La Galerie Opera, un groupe de galeries présent dans 13 villes dont Genève et Zürich, met l’accent sur l’Espagnol Manolo Valdes, sculpteur et plasticien dont la galerie présente des Ménignes inspirées de Velasquez.

Aussi aux cimaises : deux peintures du Zurichois Andy Denzer qui, relativement classique dans son approche picturale, peint en couches épaisses qu’il divise ensuite en registre parallèle à l’aide de longs coups de brosse.

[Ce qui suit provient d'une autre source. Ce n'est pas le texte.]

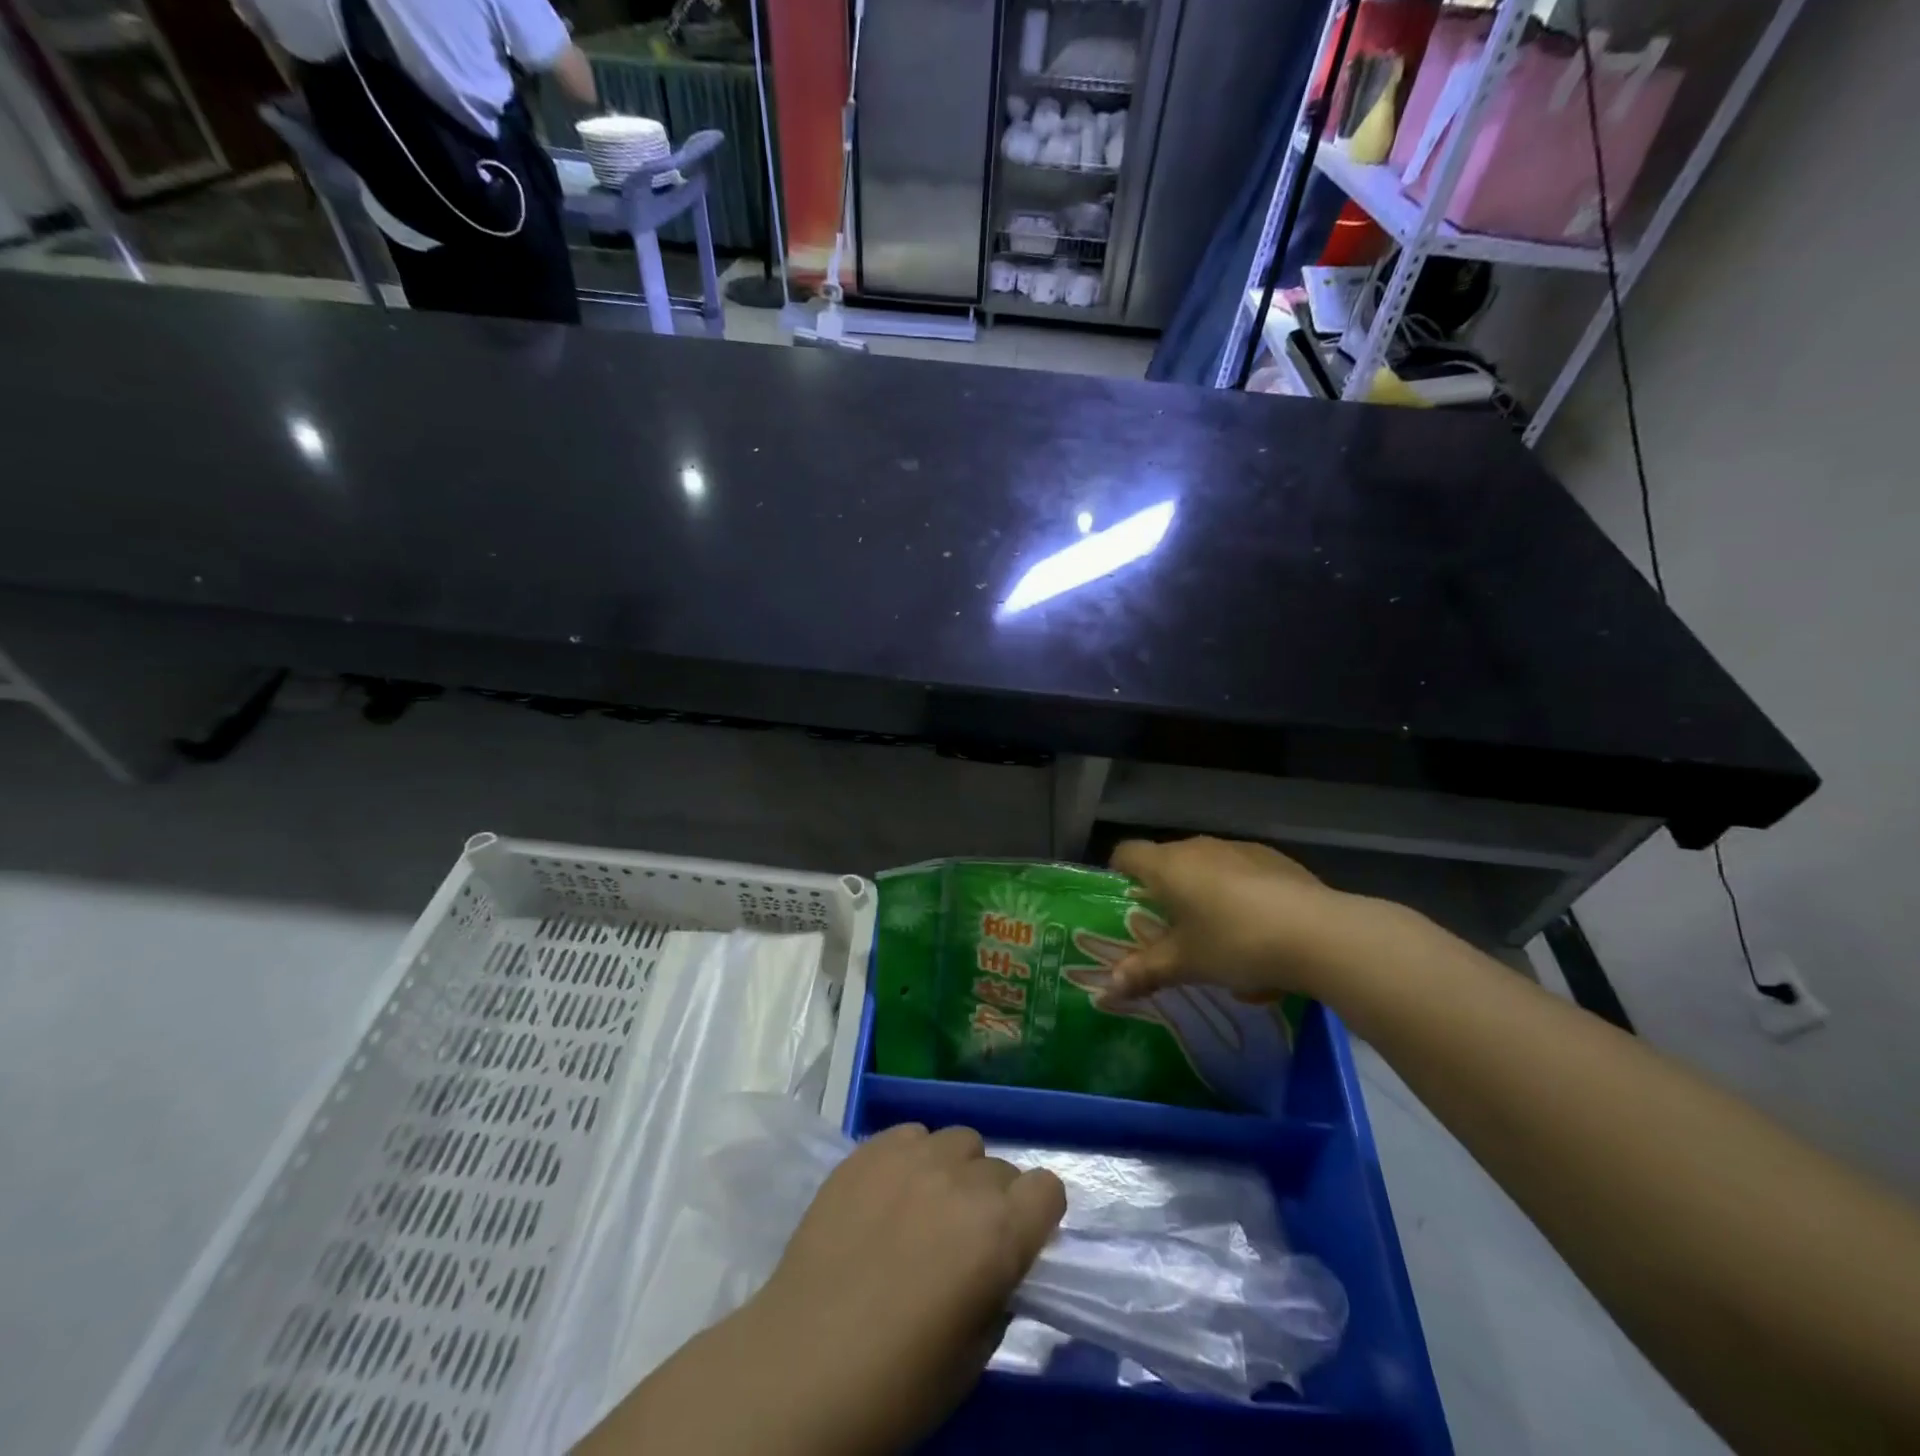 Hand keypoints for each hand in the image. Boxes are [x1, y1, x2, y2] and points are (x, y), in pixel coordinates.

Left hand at [745, 1123, 1066, 1455]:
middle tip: (962, 1239)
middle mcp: (963, 1180)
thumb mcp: (974, 1354)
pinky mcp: (869, 1148)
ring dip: (955, 1171)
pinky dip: (912, 1157)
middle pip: (1001, 1168)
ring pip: (958, 1141)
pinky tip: (889, 1194)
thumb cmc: (896, 1382)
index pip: (1048, 1188)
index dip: (1038, 1216)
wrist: (800, 1365)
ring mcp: (912, 1156)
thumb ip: (999, 1290)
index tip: (1019, 1241)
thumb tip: (1000, 1261)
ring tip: (925, 1207)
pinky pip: (912, 1134)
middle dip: (993, 1200)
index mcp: (999, 1233)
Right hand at [1101, 836, 1374, 1003]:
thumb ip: (1145, 971)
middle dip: (1166, 893)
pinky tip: (1260, 934)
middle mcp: (1200, 847)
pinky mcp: (1276, 860)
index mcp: (1168, 865)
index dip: (1119, 873)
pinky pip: (1243, 875)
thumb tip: (1109, 987)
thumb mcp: (1186, 964)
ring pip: (1208, 868)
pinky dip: (1241, 897)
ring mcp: (1240, 849)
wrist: (1319, 934)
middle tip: (1170, 932)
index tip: (1125, 902)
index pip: (1127, 853)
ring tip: (1219, 939)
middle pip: (1169, 862)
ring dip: (1205, 896)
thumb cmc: (1235, 942)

Dernière galerie visitée : la Galerie Cortesi, une galerie doublement jeune, puisque fondée à Lugano en 2013 et orientée vers l’art des années ‘60 à nos jours.

Elle propose des oeuvres Op art, du Walter Leblanc torsadé, du Gianfranco Pardi ou encore le groupe Zero. Initié à Düsseldorf par Heinz Mack et Otto Piene, ce groupe informel, adepte des expositions limitées à 24h, souhaite renouveler les codes artistiques dans la période de reconstruction de l’après-guerre, de repartir de zéro.

La galerie exposait également quelques oeuvres d’Herman De Vries, un artiste hollandais qui a recours aux pigments naturels des terres pour faire un oeuvre dans la lignée de Rothko.

Merci aux directeurs et animateurs des Galeries suisses de nous avoir commenté l’histoire de leur galerie et quelques oeuvres présentées à leurs cimaises.